Agence France-Presse (AFP) reported a statement by the Rumanian minister
of the environment, Romica Tomescu, on May 26 deploring the dangers of war-caused
pollution: "In the long term, negative effects are to be feared on
animals and the population, as well as the aquatic life in the Danube and
the Black Sea."
In Mehediniti in the south, which faces the Serbian oil port of Prahovo,
hit repeatedly by NATO, villagers have been complaining of dizziness and
headaches.
The Rumanian minister reported a drastic increase in hydrocarbons (oil)

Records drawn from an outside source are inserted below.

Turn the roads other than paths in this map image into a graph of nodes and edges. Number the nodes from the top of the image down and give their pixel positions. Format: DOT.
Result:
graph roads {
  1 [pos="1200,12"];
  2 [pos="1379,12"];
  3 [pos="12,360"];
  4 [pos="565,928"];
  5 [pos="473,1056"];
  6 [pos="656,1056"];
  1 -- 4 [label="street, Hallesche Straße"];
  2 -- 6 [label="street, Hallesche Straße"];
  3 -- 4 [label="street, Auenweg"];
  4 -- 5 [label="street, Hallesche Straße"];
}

and heavy metals in the Danube. The concentration of zinc is 20 to 50 times
the acceptable level. Even so, the Rumanian Ecological Convention has begun
a law suit against Tomescu, accusing him of underestimating the war damage
to the environment and of "doing nothing to protect the population."
AFP noted a headline by the daily Jurnulul National that proclaimed,
"Rumania is threatened by an environmental catastrophe, while the authorities
pretend they know nothing about it."
Bulgaria, which also has a right-wing government that aspires to membership
in NATO, reported the eighth oil slick on the Danube. Nearly all the Danube
bridges that had linked Serbia to Bulgaria and Rumania have been destroyed.
Italian fishermen protest bombing
Excess NATO bombs jettisoned in the Adriatic have alarmed Italian fishing
industry workers. The Italian daily Il Manifesto reported May 21
that two bombs were caught in nets only two miles off the Italian coast,
in shallow sandy-bottomed waters:
"They were thrown back into the sea on the orders of the Grado port
authorities. They marked the spot with a buoy ... It will be the job of
the Ancona naval base to deactivate them.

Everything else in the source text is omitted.